Children And Divorce
By Stephen Kreutzer
A recent statistic shows that almost half of all marriages end in divorce. Divorce is difficult for everyone involved, but maybe the hardest on children. Most often they experience many feelings that they do not understand. They go through a range of emotions and need their parents to understand. If you are going through a divorce getting to understand how your children are dealing with it is important.
When parents divorce they often put their children in the center of arguments and a game of emotional tug of war. To avoid this sort of thing parents need to work together. Even though their marriage is over they are still parents together. The child needs to understand many things about the divorce. Parents need to keep in touch with their children and understand the many feelings they may be having. Older children, especially, can go through periods where they act out as a way to cope with the divorce. Many times children feel the divorce is their fault. They may worry about the future and how to deal with other events, like parent's day at school. Both parents need to show the children that they can work together and not fight. At the same time it is important to let the children know that you are not getting back together. Establishing some sort of family structure is a necessity to help children get back to "normal".

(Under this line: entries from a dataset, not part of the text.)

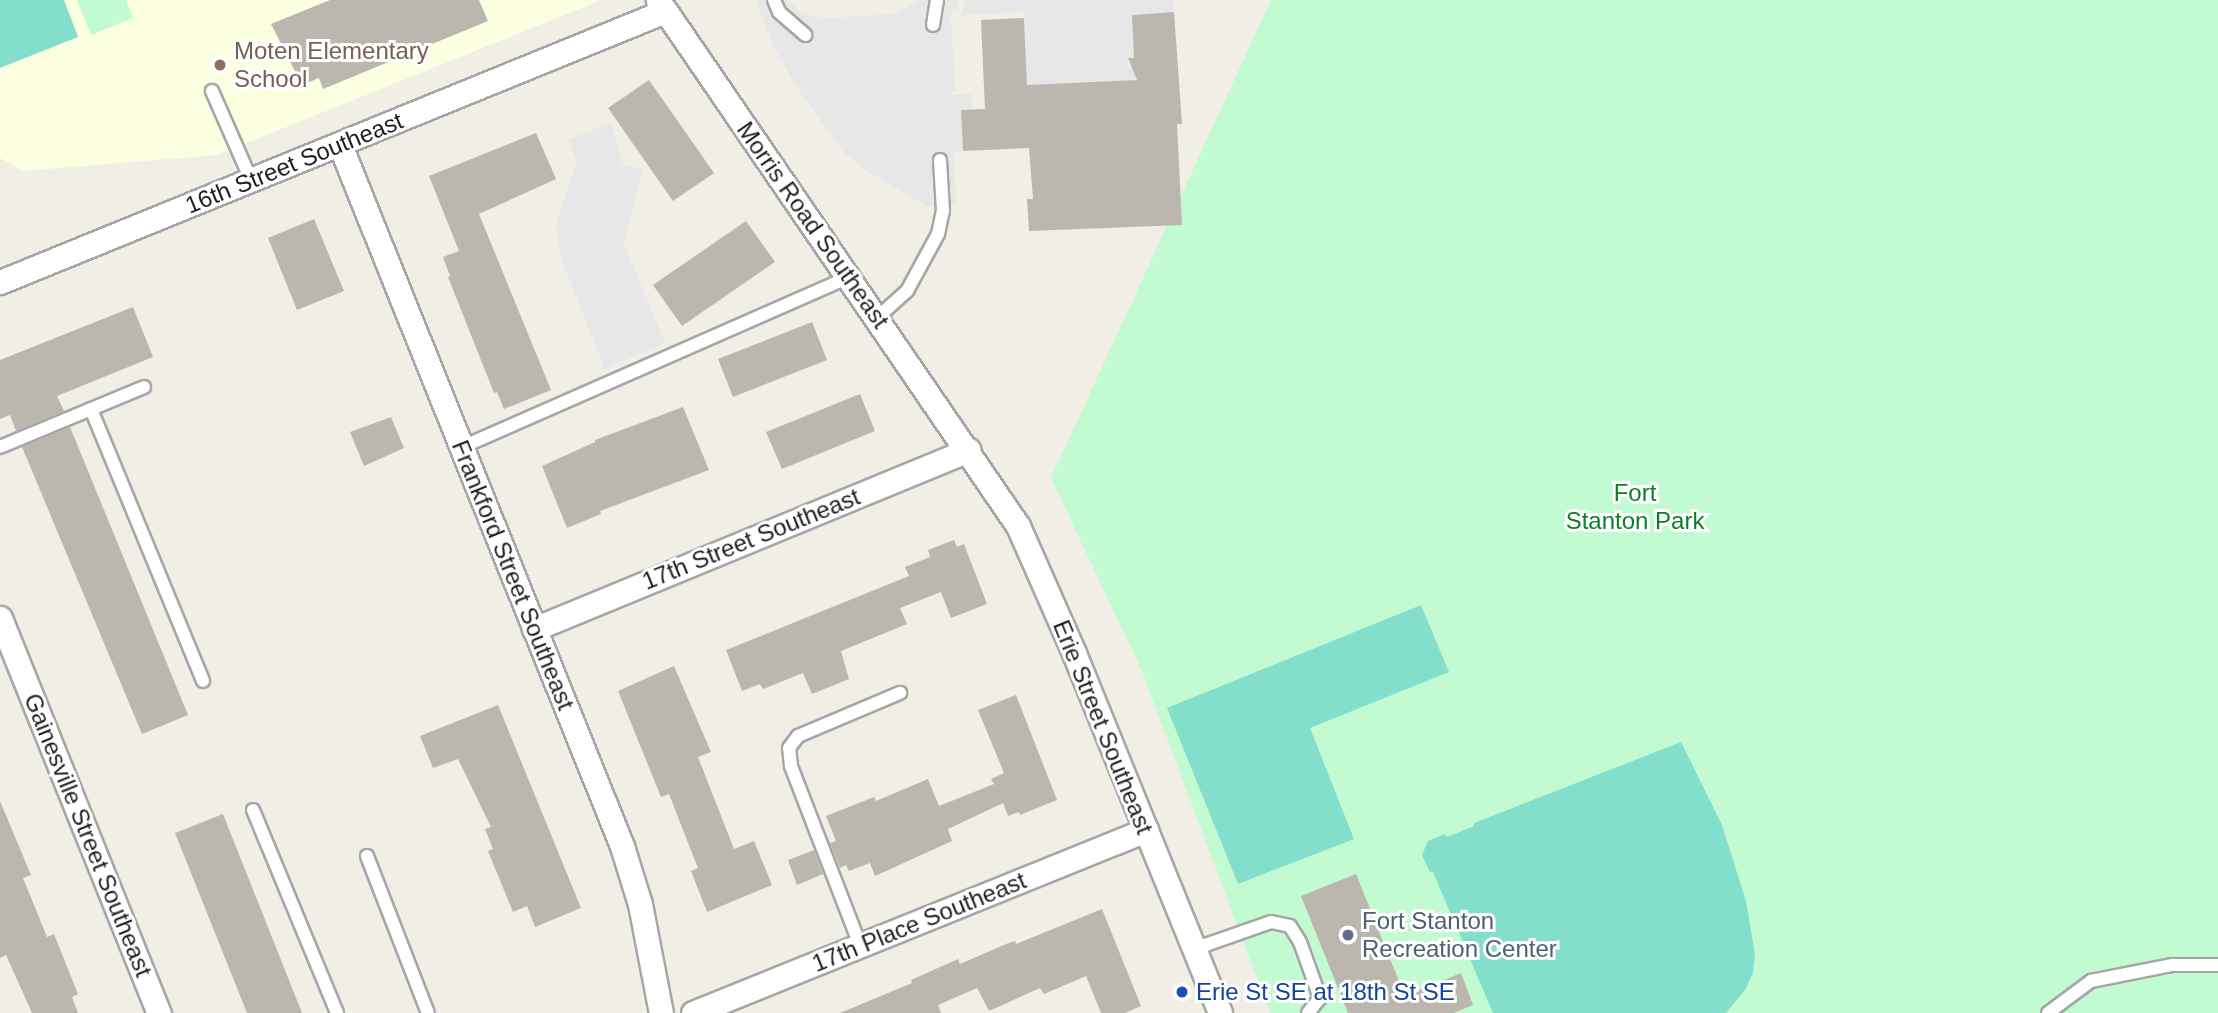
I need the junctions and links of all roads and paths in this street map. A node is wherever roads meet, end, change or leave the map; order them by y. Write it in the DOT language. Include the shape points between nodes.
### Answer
graph roads {
  1 [pos="775,0"];
  2 [pos="937,0"];
  3 [pos="662,6"];
  4 [pos="933,25"];
  5 [pos="805,35"];
  6 [pos="212,92"];
  7 [pos="340,145"];
  8 [pos="940,160"];
  9 [pos="251,180"];
  10 [pos="849,277"];
  11 [pos="0,282"];
  12 [pos="878,317"];
  13 [pos="144,387"];
  14 [pos="91,409"];
  15 [pos="0,447"];
  16 [pos="462,447"];
  17 [pos="968,450"];
  18 [pos="0,618"];
  19 [pos="534,629"];
  20 [pos="203,681"];
  21 [pos="900,693"];
  22 [pos="253,810"];
  23 [pos="1146,830"];
  24 [pos="367,856"];
  25 [pos="860,946"];
  26 [pos="1194,949"];
  27 [pos="2218,965"];
  28 [pos="159,1013"];
  29 [pos="337,1013"];
  30 [pos="428,1013"];
  31 [pos="662,1013"];
  32 [pos="693,1013"];
  33 [pos="1220,1013"];
  34 [pos="1308,1013"];
  35 [pos="2048,1013"];
  1 -- 5 [label="lane" via="779,12"];
  2 -- 4 [label="lane"];
  3 -- 7 [label="street, 16th Street Southeast"];
  3 -- 10 [label="street, Morris Road Southeast"];
  6 -- 9 [label="lane"];
  7 -- 9 [label="street, 16th Street Southeast"];
  7 -- 16 [label="street, Frankford Street Southeast"];
  8 -- 12 [label="lane" via="943,211 938,234 907,291"];
  9 -- 11 [label="street, 16th Street Southeast"];
  10 -- 12 [label="street, Morris Road Southeast"];
  10 -- 16 [label="lane"];
  12 -- 17 [label="street, Morris Road Southeast"];
  13 -- 14 [label="lane"];
  14 -- 15 [label="lane"];
  14 -- 20 [label="lane"];
  16 -- 19 [label="street, Frankford Street Southeast"];
  17 -- 19 [label="street, 17th Street Southeast"];
  17 -- 23 [label="street, Erie Street Southeast" via="1002,499 1032,555"];
  18 -- 28 [label="street, Gainesville Street Southeast"];
  19 -- 31 [label="street, Frankford Street Southeast" via="622,846 640,904"];
  21 -- 25 [label="lane" via="798,736 789,748 791,766"];
  22 -- 29 [label="lane"];
  23 -- 25 [label="street, 17th Place Southeast"];
  23 -- 26 [label="street, Erie Street Southeast"];
  24 -- 30 [label="lane"];
  25 -- 32 [label="street, 17th Place Southeast"];
  26 -- 33 [label="street, Erie Street Southeast"];
  26 -- 34 [label="lane" via="1271,922 1290,926 1320,998"];
  27 -- 35 [label="lane" via="2172,965 2091,981"];
}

Children will react different depending on their age. The following list explains a little about each age group and how they react to divorce.
Age 3-5: Regression to a more infantile state, problems sleeping, fear of separation
Age 6-8: Fantasies of parents getting back together, open emotions
Age 8-11: Anger, treat one parent as good the other as bad, take a caregiver role
Age 12-18: Depression, violent actions, judgmental of parents, develop anxiety about own relationships
Learning to help your children cope through divorce is possible the most important step in the divorce process. Children have no choice in the matter and may feel completely left out if their feelings are not recognized.